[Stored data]
__________________________________________________

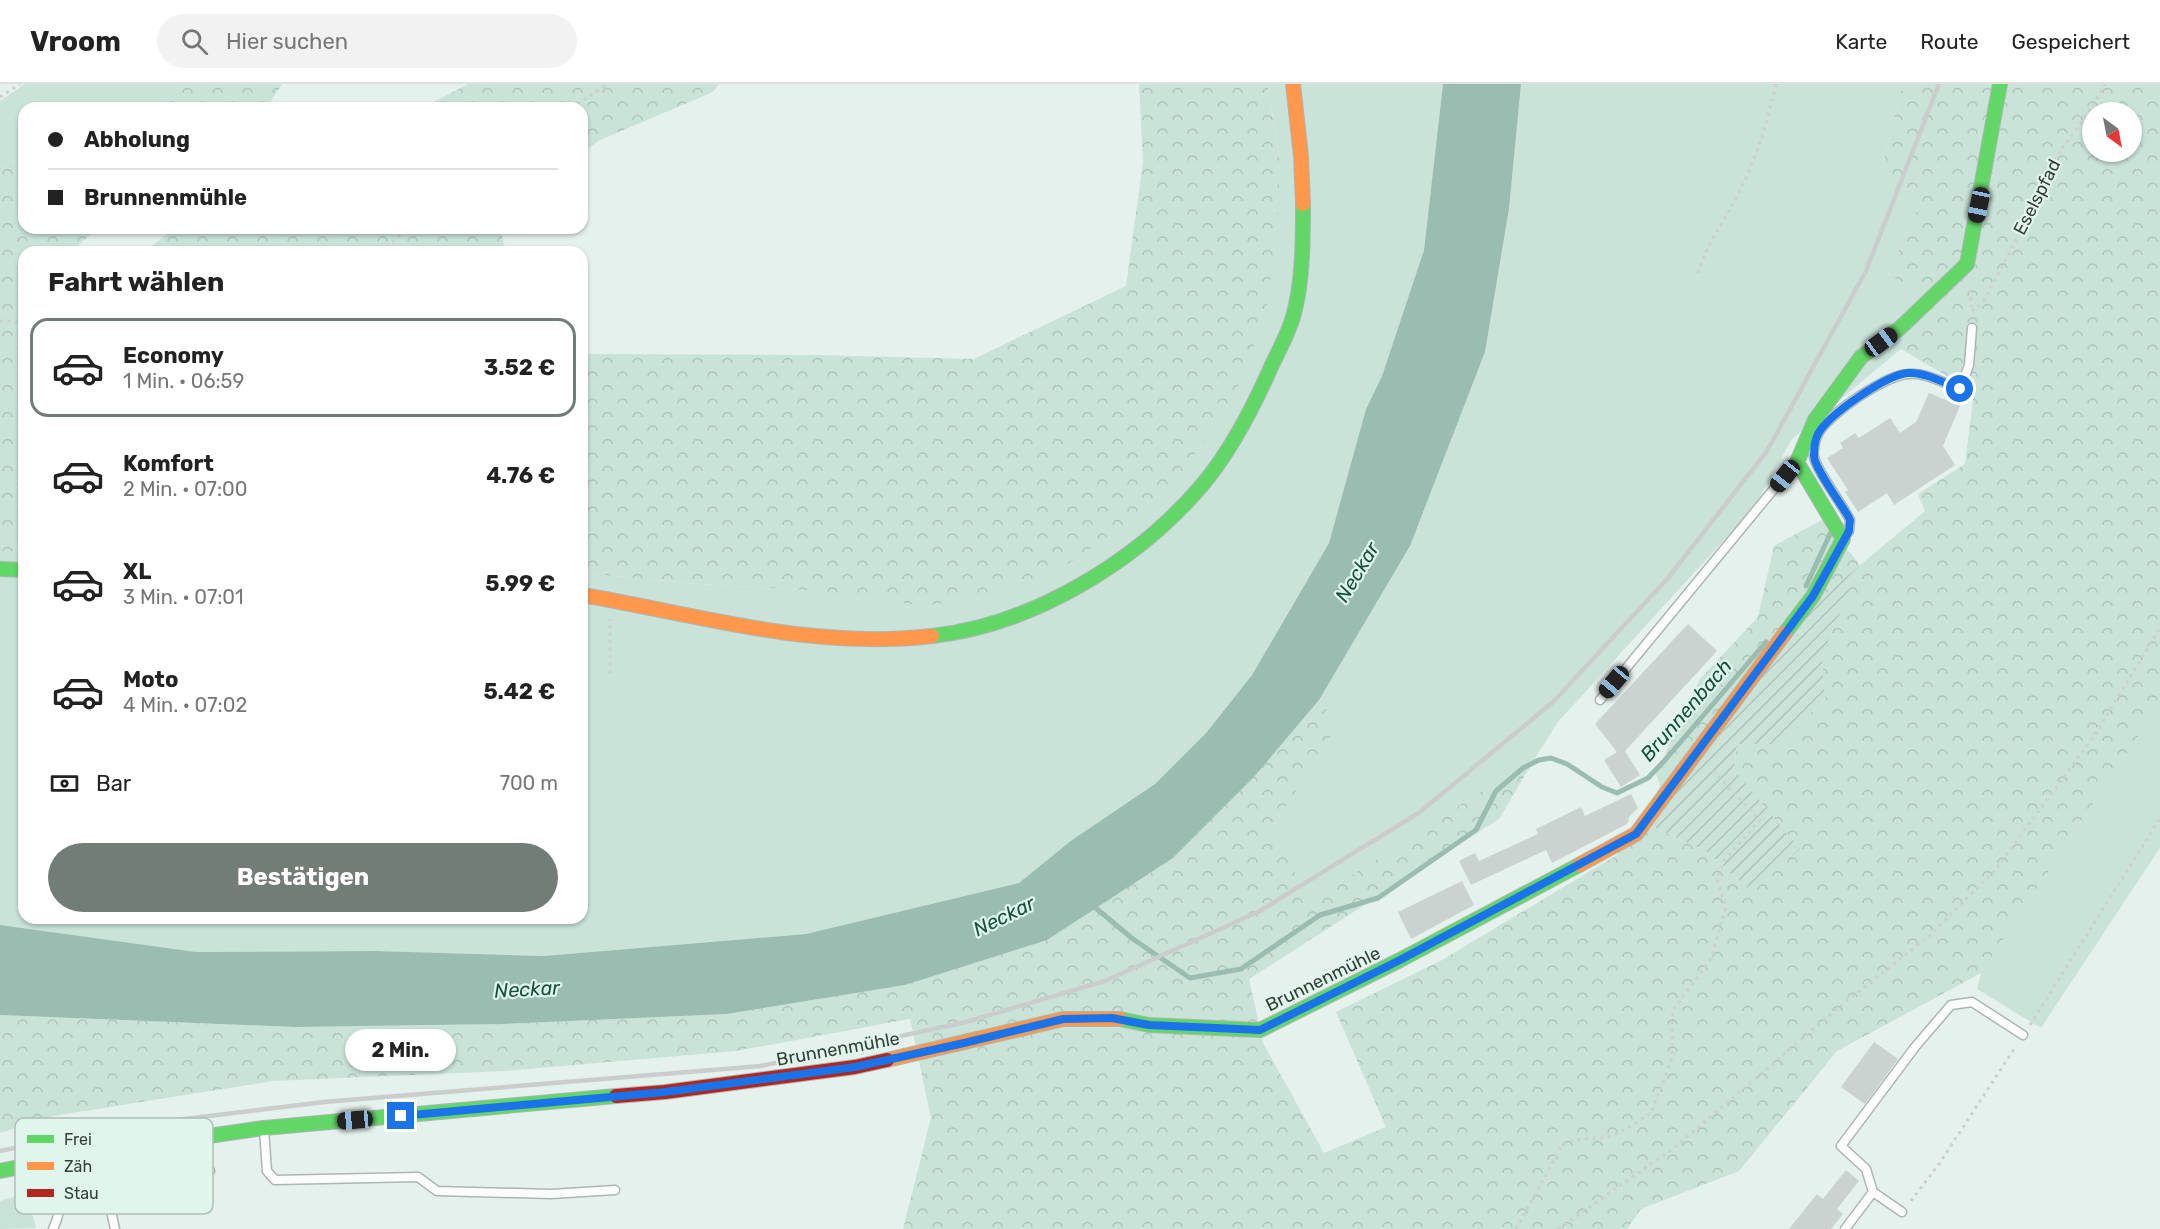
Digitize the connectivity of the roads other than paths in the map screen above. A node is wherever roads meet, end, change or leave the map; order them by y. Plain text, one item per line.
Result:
1 (1293, 84) edge
2 (2000, 84) edge
3 (1972, 328) road end
4 (1797, 462) junction
5 (1843, 539) junction
6 (0, 569) edge
7 (18, 570) edge
8 (588, 596) edge
9 (1600, 700) dead end
10 (2023, 1035) dead end
11 (264, 1128) junction
12 (213, 1135) edge
13 (15, 1169) edge
14 (0, 1172) edge
15 (615, 1190) dead end
16 (1873, 1192) junction
17 (1902, 1212) dead end
18 (59, 1214) edge
19 (112, 1214) edge
20 (53, 1229) edge
21 (115, 1229) edge
22 (1845, 1229) edge

1 - 8 street
2 - 4 street
3 - 5 lane
4 - 5 street
4 - 9 lane
5 - 11 street, Brunnenmühle
6 - 7 street
10 - 16 lane
11 - 12 street, Brunnenmühle
11 - 15 lane
13 - 14 street, Brunnenmühle
16 - 17 lane
16 - 22 lane
18 - 20 lane
19 - 21 lane

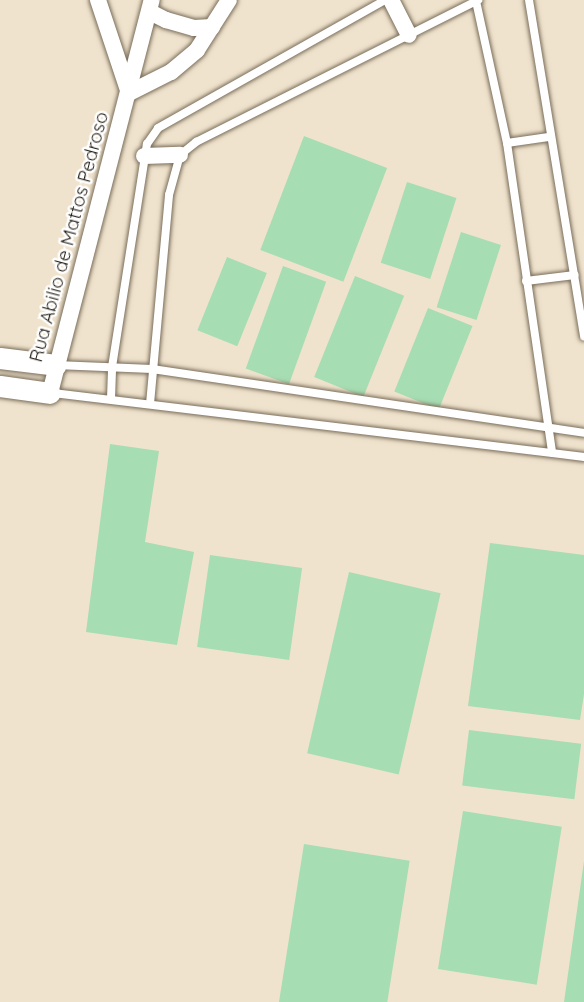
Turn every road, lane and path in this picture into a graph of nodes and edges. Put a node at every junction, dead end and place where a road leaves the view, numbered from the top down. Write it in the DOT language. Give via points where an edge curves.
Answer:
graph roads {
  1 [pos="98,0"];
  2 [pos="229,0"];
  3 [pos="385,0"];
  4 [pos="391,0"];
  5 [pos="529,0"];
  6 [pos="477,1"];
  7 [pos="151,6"];
  8 [pos="212,27"];
  9 [pos="409,35"];
  10 [pos="129,93"];
  11 [pos="549,137"];
  12 [pos="507,143"];
  13 [pos="180,155"];
  14 [pos="144,156"];
  15 [pos="575,275"];
  16 [pos="526,281"];
  17 [pos="584,337"];
  18 [pos="0,358"];
  19 [pos="56,365"];
  20 [pos="112,367"];
  21 [pos="152,369"];
  22 [pos="0,386"];
  23 [pos="50,393"];
  24 [pos="111,399"];
  25 [pos="150,404"];
  26 [pos="549,430"];
  27 [pos="584,433"];
  28 [pos="552,453"];
  29 [pos="584,457"];
  1 -- 10 [label="street"];
  2 -- 8 [label="street, Rua Abilio de Mattos Pedroso"];
  3 -- 14 [label="lane" via="158,128"];
  4 -- 9 [label="street"];
  5 -- 11 [label="lane"];
  6 -- 9 [label="lane"];
  6 -- 12 [label="lane"];
  7 -- 8 [label="street" via="166,20 194,28"];
  7 -- 10 [label="street, Rua Abilio de Mattos Pedroso"];
  8 -- 10 [label="street, Rua Abilio de Mattos Pedroso" via="197,50 171,72"];
  9 -- 13 [label="lane" via="196,142"];
  10 -- 19 [label="street, Rua Abilio de Mattos Pedroso"];
  11 -- 12 [label="lane"];
  11 -- 15 [label="lane"];
  12 -- 16 [label="lane"];
  13 -- 14 [label="street"];
  13 -- 21 [label="lane" via="169,195"];
  14 -- 20 [label="lane"];
  15 -- 16 [label="lane"];
  15 -- 17 [label="lane"];
  16 -- 26 [label="lane"];
  18 -- 19 [label="street"];
  19 -- 20 [label="lane"];
  19 -- 23 [label="street, Rua Abilio de Mattos Pedroso"];
  20 -- 21 [label="lane"];
  20 -- 24 [label="lane"];
  21 -- 25 [label="lane"];
  21 -- 26 [label="lane"];
  22 -- 23 [label="street"];
  23 -- 24 [label="lane"];
  24 -- 25 [label="lane"];
  25 -- 28 [label="lane"];
  26 -- 27 [label="lane"];
  26 -- 28 [label="lane"];
  28 -- 29 [label="lane"];
}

__________________________________________________

TO DO:
Where a line in the records above includes the string "graph", show it.

TASK RESPONSE:
Turn every road, lane and path in this picture into a graph of nodes and edges. Put a node at every junction, dead end and place where a road leaves the view, numbered from the top down. Write it in the DOT language. Give via points where an edge curves.
graph roads {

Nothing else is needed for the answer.